**Aim of the task:** When a line below contains the string "edges", show that line.

Data supplied START

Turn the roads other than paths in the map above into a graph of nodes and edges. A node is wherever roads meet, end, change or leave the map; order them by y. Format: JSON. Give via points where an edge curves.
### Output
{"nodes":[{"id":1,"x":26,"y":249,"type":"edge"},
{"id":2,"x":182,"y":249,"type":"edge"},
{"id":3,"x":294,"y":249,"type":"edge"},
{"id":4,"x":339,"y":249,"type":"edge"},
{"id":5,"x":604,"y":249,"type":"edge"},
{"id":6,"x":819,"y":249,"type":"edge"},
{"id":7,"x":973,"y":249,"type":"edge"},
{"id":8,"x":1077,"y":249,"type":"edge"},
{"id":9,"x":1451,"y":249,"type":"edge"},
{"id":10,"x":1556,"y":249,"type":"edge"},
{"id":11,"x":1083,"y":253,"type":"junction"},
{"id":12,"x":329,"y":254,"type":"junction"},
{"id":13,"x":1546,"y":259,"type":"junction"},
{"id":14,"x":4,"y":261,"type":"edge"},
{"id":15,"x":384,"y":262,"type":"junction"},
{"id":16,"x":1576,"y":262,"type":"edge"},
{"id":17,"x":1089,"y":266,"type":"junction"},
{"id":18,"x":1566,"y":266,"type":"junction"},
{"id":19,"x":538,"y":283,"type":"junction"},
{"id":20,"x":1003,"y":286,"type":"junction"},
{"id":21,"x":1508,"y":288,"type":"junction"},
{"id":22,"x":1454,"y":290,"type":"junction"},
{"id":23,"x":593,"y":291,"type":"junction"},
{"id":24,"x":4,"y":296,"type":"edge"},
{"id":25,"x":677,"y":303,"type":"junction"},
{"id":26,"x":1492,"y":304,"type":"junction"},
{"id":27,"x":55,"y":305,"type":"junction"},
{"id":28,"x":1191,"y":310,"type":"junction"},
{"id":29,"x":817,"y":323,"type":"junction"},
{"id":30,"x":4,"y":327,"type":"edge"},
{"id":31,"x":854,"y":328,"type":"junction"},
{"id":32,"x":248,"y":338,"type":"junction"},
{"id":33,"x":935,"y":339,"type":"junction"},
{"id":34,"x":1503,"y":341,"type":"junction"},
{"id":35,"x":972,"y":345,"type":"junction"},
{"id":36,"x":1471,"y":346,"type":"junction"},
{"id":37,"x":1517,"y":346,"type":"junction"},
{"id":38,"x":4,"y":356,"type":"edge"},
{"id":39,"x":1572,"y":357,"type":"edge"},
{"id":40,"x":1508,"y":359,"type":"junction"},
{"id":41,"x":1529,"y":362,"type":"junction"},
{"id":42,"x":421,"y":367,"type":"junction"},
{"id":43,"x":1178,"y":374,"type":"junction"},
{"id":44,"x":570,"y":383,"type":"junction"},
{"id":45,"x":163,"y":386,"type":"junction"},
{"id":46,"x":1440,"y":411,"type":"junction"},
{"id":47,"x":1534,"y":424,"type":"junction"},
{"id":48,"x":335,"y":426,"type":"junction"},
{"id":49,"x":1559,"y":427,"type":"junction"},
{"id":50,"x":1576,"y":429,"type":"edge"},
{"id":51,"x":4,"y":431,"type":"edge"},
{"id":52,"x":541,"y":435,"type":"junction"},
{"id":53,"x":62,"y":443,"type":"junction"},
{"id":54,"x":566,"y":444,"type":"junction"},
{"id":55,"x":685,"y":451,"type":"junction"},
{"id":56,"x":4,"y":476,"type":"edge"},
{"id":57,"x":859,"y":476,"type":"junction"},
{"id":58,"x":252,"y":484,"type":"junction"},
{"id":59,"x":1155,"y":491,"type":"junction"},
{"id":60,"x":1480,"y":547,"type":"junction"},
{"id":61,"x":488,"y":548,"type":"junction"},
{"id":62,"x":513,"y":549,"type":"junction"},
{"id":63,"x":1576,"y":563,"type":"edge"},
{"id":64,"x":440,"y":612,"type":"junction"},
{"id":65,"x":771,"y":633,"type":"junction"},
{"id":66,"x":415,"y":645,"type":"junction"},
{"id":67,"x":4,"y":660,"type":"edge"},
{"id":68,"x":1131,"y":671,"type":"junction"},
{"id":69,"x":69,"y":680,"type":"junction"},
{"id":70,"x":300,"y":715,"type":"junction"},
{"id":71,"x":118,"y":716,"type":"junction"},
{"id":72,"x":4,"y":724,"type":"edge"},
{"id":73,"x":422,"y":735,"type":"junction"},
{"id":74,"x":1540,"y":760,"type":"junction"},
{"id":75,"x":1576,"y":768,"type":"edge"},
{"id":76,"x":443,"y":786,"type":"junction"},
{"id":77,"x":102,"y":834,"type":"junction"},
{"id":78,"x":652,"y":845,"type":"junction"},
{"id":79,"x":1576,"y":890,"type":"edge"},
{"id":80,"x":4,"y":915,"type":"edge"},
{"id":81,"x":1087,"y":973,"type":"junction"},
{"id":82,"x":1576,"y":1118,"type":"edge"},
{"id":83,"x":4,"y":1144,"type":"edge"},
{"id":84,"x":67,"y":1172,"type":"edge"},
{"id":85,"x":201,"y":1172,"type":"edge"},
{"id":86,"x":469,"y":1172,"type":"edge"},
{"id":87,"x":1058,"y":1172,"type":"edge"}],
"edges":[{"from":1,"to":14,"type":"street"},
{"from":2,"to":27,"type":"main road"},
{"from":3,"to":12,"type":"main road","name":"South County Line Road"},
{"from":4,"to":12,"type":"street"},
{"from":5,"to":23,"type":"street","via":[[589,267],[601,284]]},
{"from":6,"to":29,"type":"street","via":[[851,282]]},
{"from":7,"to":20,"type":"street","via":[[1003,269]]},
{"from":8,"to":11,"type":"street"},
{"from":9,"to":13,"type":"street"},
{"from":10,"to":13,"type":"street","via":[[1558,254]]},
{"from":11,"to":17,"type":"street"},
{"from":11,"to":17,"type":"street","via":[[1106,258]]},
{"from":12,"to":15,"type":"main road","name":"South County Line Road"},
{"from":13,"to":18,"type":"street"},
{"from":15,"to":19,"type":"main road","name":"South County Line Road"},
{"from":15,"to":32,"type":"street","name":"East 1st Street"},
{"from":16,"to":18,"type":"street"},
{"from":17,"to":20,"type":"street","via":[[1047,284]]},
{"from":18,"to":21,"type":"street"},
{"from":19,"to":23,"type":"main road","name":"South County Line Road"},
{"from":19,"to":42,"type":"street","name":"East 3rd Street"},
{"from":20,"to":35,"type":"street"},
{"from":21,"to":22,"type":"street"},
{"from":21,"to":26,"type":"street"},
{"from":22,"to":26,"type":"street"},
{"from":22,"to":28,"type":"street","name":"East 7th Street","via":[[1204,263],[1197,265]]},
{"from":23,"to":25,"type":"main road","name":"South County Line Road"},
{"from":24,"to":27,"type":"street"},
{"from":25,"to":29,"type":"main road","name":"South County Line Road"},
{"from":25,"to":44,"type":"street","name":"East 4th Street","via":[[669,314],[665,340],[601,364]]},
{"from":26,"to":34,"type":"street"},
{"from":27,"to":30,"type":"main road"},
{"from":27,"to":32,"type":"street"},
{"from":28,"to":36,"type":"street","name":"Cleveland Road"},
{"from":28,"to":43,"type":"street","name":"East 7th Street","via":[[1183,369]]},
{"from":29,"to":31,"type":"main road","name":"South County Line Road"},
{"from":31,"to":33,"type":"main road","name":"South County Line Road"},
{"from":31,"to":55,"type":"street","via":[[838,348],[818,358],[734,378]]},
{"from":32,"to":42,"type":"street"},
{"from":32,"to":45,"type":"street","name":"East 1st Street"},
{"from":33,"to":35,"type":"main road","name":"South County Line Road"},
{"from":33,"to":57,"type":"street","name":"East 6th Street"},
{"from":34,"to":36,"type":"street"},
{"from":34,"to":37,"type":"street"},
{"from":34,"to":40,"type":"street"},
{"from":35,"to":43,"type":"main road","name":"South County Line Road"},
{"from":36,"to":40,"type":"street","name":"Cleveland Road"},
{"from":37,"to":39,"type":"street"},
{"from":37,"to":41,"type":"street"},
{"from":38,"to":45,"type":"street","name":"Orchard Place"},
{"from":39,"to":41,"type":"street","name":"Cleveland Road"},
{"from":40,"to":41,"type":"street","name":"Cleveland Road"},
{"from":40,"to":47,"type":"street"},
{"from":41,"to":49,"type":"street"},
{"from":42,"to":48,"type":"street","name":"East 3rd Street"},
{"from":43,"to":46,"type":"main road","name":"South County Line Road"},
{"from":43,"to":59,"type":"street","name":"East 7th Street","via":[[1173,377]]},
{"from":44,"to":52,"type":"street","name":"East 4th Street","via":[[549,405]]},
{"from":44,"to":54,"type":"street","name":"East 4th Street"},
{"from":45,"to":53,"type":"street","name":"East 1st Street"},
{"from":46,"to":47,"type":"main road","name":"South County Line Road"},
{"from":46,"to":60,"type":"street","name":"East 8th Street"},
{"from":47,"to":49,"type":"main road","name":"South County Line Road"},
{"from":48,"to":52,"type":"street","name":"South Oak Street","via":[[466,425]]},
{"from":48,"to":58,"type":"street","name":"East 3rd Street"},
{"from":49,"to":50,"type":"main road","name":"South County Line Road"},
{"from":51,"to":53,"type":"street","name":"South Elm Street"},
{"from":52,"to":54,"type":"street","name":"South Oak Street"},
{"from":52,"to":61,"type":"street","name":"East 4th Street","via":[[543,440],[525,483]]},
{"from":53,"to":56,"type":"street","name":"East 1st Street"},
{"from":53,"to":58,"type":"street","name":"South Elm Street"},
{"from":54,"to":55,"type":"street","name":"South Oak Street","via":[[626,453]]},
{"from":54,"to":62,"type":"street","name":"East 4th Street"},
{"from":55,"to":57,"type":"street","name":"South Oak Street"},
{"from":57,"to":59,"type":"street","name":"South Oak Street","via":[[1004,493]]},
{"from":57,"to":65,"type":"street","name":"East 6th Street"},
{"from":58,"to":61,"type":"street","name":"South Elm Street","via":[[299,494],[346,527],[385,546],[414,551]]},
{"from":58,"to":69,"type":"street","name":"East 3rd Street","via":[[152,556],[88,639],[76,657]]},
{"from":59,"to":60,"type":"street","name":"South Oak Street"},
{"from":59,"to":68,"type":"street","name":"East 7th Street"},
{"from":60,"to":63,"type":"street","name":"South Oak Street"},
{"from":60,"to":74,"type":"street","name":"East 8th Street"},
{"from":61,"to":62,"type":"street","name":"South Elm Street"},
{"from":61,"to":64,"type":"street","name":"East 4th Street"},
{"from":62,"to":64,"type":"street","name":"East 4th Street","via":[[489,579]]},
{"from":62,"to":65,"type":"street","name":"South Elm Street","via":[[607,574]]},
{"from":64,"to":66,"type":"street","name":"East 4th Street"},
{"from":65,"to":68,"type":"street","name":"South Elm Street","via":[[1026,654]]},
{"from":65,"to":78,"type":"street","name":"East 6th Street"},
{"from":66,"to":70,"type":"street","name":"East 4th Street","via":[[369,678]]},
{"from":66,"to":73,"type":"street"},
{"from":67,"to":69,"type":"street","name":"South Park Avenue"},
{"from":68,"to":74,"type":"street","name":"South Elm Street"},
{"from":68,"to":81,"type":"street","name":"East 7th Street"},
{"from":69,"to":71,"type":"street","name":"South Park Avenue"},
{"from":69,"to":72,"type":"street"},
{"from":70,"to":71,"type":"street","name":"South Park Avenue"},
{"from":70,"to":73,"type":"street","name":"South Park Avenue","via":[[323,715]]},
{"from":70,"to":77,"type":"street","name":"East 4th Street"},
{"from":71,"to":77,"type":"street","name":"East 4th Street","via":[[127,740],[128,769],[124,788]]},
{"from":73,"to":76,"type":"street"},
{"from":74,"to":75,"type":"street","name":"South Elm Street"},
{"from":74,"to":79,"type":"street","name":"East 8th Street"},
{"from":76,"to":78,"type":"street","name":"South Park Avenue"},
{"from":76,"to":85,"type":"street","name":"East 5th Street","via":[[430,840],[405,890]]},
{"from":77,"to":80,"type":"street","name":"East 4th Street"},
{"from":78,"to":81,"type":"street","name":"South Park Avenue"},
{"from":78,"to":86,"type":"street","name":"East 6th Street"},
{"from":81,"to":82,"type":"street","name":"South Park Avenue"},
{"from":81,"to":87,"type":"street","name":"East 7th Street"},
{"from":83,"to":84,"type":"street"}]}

Data supplied END

**Answer section:**
Turn the roads other than paths in the map above into a graph of nodes and edges. A node is wherever roads meet, end, change or leave the map; order them by y. Format: JSON. Give via points where an edge curves.
"edges":[{"from":1,"to":14,"type":"street"},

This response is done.